Para o relator, o perito exerce função meramente administrativa (artigo 139 do CPC), não lhe sendo atribuída condição para que componha a relação jurídica discutida no processo. O ministro destacou ainda que o perito também não pode ser considerado terceiro interessado, pois inexiste nexo de interdependência entre o seu interesse (pagamento de honorários) e a relação jurídica submetida à apreciação judicial (adicional de periculosidade), sendo, assim indiferente a sucumbência ou não de qualquer das partes. O relator ainda apresentou em seu voto decisões do TST confirmando esse mesmo entendimento.
Assim, com esses fundamentos, a Segunda Turma, por unanimidade, declarou a ilegitimidade recursal do perito e afastou a condenação da União ao pagamento de honorários periciais.
RR-26000-41.2003.5.12.0012
TST
Recurso de revista. Perito. Ilegitimidade para recorrer.
Tribunal Superior do Trabalho - TST
Acórdãos Inteiro Teor
NÚMERO ÚNICO: RR - 26000-41.2003.5.12.0012
PUBLICAÇÃO: DEJT - 12/03/2010
ACÓRDÃO
2ª Turma
GMRLP/pe/llb/cl
RECURSO DE REVISTA. PERITO ILEGITIMIDADE PARA RECORRER. O perito, como auxiliar do juízo, não adquire a condição de parte e sucumbente na demanda, pois não compõe a relação jurídica de direito material. Não é também terceiro interessado, na acepção do art. 499, §1º, do Código de Processo Civil, pois inexiste nexo de interdependência entre o seu interesse de intervir e a relação jurídica submetida à apreciação judicial. O interesse do perito em recorrer é meramente econômico, cujo fundamento não encontra amparo na legislação a fim de lhe atribuir legitimidade para recorrer.
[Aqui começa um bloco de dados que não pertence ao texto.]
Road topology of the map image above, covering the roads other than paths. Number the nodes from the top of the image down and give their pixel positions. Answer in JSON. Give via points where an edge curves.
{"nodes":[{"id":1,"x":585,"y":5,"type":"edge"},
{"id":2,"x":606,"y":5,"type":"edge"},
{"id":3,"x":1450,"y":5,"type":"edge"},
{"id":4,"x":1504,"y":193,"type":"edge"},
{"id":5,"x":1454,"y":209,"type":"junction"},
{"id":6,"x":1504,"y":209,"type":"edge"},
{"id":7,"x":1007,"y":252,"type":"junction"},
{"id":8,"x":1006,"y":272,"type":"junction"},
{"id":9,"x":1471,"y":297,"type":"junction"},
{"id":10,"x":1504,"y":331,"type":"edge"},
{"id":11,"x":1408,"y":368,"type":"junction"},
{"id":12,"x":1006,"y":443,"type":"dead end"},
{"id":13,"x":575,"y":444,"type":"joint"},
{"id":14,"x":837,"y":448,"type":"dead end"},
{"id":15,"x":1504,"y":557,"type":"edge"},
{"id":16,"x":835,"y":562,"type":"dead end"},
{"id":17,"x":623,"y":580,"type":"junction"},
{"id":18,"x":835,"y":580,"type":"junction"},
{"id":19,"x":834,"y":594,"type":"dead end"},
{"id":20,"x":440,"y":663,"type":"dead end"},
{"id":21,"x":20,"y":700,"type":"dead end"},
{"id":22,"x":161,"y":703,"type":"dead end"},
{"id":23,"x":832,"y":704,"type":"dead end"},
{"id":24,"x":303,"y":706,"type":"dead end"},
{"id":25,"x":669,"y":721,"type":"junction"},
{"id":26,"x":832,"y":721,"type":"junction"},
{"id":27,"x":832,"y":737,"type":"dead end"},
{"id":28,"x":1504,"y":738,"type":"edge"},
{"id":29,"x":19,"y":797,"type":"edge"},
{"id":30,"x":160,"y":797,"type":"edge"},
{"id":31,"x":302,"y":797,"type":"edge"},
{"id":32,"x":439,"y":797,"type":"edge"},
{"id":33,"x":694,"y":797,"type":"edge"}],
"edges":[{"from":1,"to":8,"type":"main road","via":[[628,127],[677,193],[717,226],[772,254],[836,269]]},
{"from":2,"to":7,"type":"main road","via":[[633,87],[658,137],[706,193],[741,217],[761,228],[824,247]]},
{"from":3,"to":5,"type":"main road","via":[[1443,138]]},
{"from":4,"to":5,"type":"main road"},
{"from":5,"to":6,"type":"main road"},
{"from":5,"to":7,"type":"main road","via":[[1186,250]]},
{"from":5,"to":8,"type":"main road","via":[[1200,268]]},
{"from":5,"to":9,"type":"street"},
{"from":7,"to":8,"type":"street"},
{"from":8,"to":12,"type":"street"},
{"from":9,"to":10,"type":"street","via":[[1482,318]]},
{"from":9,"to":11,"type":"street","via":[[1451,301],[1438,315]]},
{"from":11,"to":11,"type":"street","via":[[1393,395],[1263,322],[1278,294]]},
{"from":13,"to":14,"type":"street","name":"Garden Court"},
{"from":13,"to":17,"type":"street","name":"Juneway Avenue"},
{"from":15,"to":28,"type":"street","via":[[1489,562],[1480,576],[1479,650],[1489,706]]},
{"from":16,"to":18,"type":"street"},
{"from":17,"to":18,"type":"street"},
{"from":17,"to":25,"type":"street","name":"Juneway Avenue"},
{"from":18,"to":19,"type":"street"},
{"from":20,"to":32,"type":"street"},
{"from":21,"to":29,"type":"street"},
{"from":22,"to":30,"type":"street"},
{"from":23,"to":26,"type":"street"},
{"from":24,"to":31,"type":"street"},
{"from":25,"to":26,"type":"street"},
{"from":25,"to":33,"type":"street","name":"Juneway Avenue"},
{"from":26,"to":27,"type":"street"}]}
Recurso de revista conhecido e provido.
Prejudicada a análise do tema honorários periciais condenação da União Federal ao pagamento.
Vistos, relatados e discutidos estes autos de Recurso de Revista nº TST-RR-26000-41.2003.5.12.0012 , em que é Recorrente UNIÃO e são Recorridos LUIZ ROBERTO DA SILVA , IDALÉCIO RODRIGUES e MIRANDA & MIRANDA LTDA.
O Tribunal Regional do Trabalho da Décima Segunda Região, mediante o acórdão de fls. 371/377, negou provimento ao recurso do reclamante e deu provimento parcial ao recurso do perito judicial para que os honorários sejam satisfeitos na forma da Portaria nº GP 506/2004, do TRT da 12ª Região.
Opostos embargos de declaração pela União, às fls. 381/384, o Tribunal Regional, às fls. 388/391, rejeito-os.
A União interpõe recurso de revista, às fls. 395/399. Postula a reforma do decidido quanto aos seguintes temas: 1) perito ilegitimidade para recorrer, por violação ao artigo 499, §1º, do Código de Processo Civil e divergência jurisprudencial; 2) honorários periciais condenação da União Federal ao pagamento, por violação aos artigos 5º, II e LV, e 37, caput , e 167 da Constituição Federal.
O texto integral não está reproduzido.